··· The data ···

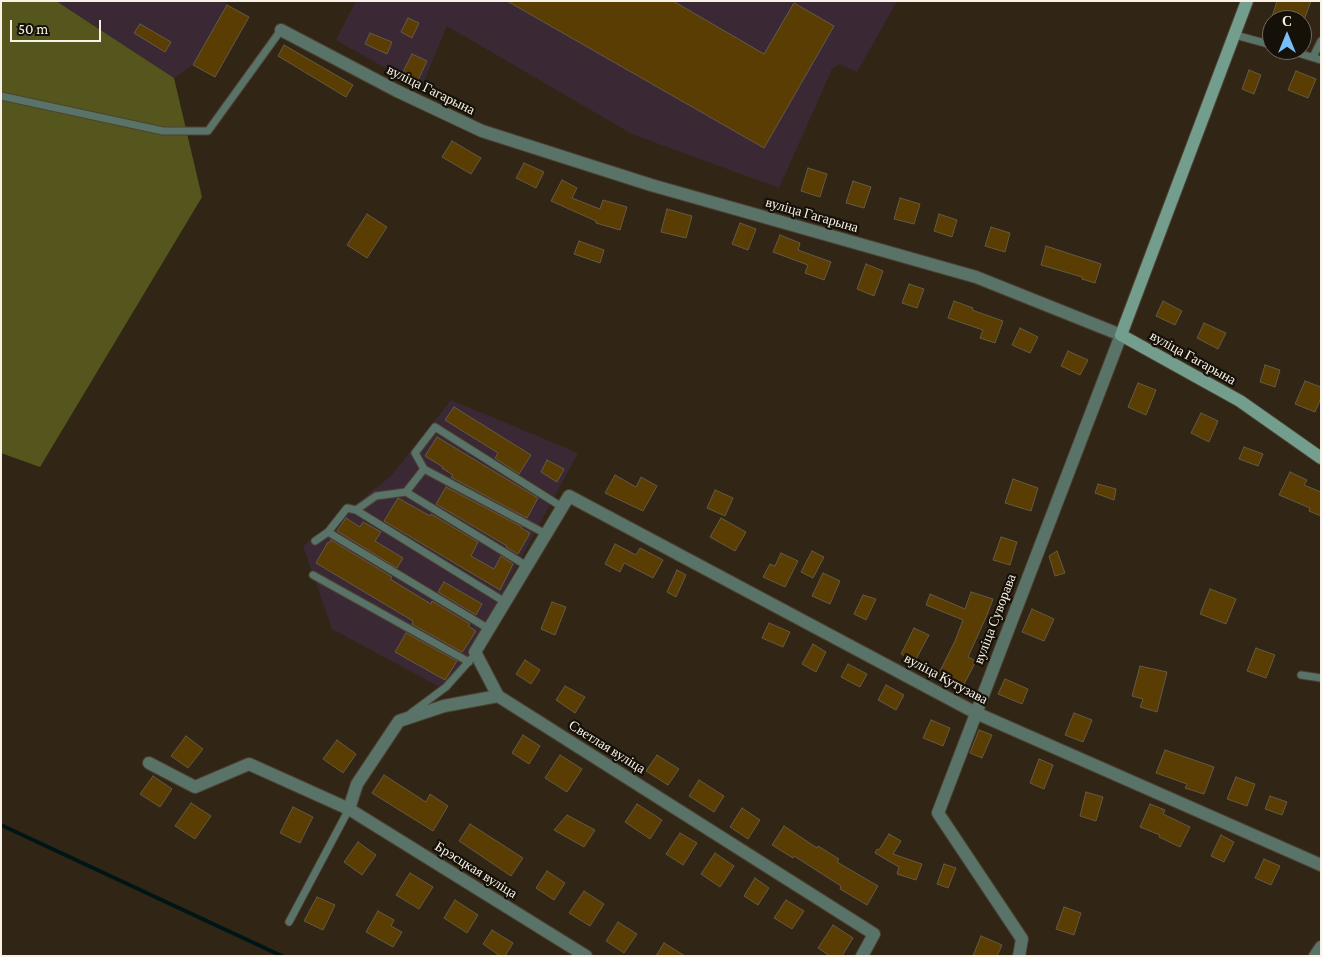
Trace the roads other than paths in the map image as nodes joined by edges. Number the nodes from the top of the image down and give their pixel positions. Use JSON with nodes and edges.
{"nodes":[{"id":1,"x":1247,"y":1,"type":"edge"},
{"id":2,"x":281,"y":30,"type":"joint"},
{"id":3,"x":1235,"y":34,"type":"junction"},
{"id":4,"x":1321,"y":41,"type":"edge"},
{"id":5,"x":1262,"y":42,"type":"edge"},
{"id":6,"x":1317,"y":59,"type":"edge"},
{"id":7,"x":1,"y":96,"type":"edge"},
{"id":8,"x":1121,"y":336,"type":"junction"},
{"id":9,"x":1321,"y":458,"type":"edge"},
{"id":10,"x":424,"y":469,"type":"junction"},
{"id":11,"x":406,"y":492,"type":"junction"},
{"id":12,"x":566,"y":502,"type":"junction"},
{"id":13,"x":356,"y":510,"type":"junction"},
{"id":14,"x":328,"y":532,"type":"junction"},
{"id":15,"x":546,"y":534,"type":"junction"},
{"id":16,"x":315,"y":541,"type":"dead end"},
{"id":17,"x":527,"y":566,"type":"junction"},
{"id":18,"x":313,"y":575,"type":"dead end"},
{"id":19,"x":505,"y":602,"type":"junction"},
{"id":20,"x":489,"y":629,"type":"junction"},
{"id":21,"x":472,"y":657,"type":"junction"},
{"id":22,"x":1301,"y":675,"type":"dead end"},
{"id":23,"x":1321,"y":678,"type":"edge"},
{"id":24,"x":498,"y":696,"type":"junction"},
{"id":25,"x":976,"y":713,"type":"junction"},
{"id":26,"x":399,"y":721,"type":"junction"},
{"id":27,"x":149,"y":763,"type":"dead end"},
{"id":28,"x":350,"y":809,"type":"junction"},
{"id":29,"x":1321,"y":865,"type":"edge"},
{"id":30,"x":289,"y":922,"type":"dead end"},
{"id":31,"x":1321,"y":947,"type":"edge"},
{"id":32,"x":586,"y":956,"type":"edge"},
{"id":33,"x":862,"y":956,"type":"edge"},
{"id":34,"x":1019,"y":956,"type":"edge"},
{"id":35,"x":1315,"y":956,"type":"edge"}],
"edges":[{"from":1,"to":3,"type":"street"},
{"from":2,"to":7,"type":"lane"},
{"from":2,"to":8,"type":"street","name":"вуліца Гагарына"},
{"from":3,"to":5,"type":"lane"},
{"from":3,"to":8,"type":"street"},
{"from":4,"to":6,"type":"lane"},
{"from":8,"to":9,"type":"street","name":"вуліца Гагарына"},
{"from":8,"to":25,"type":"street","name":"вуліца Суворава"},
{"from":10,"to":11,"type":"lane"},
{"from":10,"to":12,"type":"lane"},
{"from":10,"to":15,"type":"lane"},
{"from":11,"to":13,"type":"lane"},
{"from":11,"to":17,"type":"lane"},
{"from":12,"to":15,"type":"street"},
{"from":12,"to":25,"type":"street","name":"вуліца Кутузава"},
{"from":13,"to":14,"type":"lane"},
{"from":13,"to":19,"type":"lane"},
{"from":14,"to":16,"type":"lane"},
{"from":14,"to":20,"type":"lane"},
{"from":15,"to":17,"type":"street"},
{"from":17,"to":19,"type":"street"},
{"from":18,"to":21,"type":"lane"},
{"from":19,"to":20,"type":"street"},
{"from":20,"to":21,"type":"street"},
{"from":21,"to":24,"type":"street"},
{"from":21,"to":26,"type":"lane"},
{"from":22,"to":23,"type":"lane"},
{"from":24,"to":26,"type":"street"},
{"from":24,"to":33,"type":"street","name":"Светлая вуліца"},
{"from":25,"to":29,"type":"street","name":"вуліца Кутузава"},
{"from":25,"to":34,"type":"street","name":"вуліца Суворава"},
{"from":26,"to":28,"type":"street"},
{"from":27,"to":28,"type":"street","name":"Брэсцкая вуліца"},
{"from":28,"to":30,"type":"lane"},
{"from":28,"to":32,"type":"street","name":"Брэсцкая вуліца"},
{"from":31,"to":35,"type":"street"}]}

···

Exercise directions.
Extract every line containing the string "name" from the data above.

Response area.
{"from":2,"to":8,"type":"street","name":"вуліца Гагарына"},
{"from":8,"to":9,"type":"street","name":"вуліца Гагарына"},
{"from":8,"to":25,"type":"street","name":"вуліца Суворава"},
{"from":12,"to":25,"type":"street","name":"вуліца Кутузава"},
{"from":24,"to":33,"type":"street","name":"Светлая вуліца"},
{"from":25,"to":29,"type":"street","name":"вуліца Кутузава"},
{"from":25,"to":34,"type":"street","name":"вуліца Суворава"},
{"from":27,"to":28,"type":"street","name":"Брэсцкая вуліца"},
{"from":28,"to":32,"type":"street","name":"Брэсцкая вуліца"},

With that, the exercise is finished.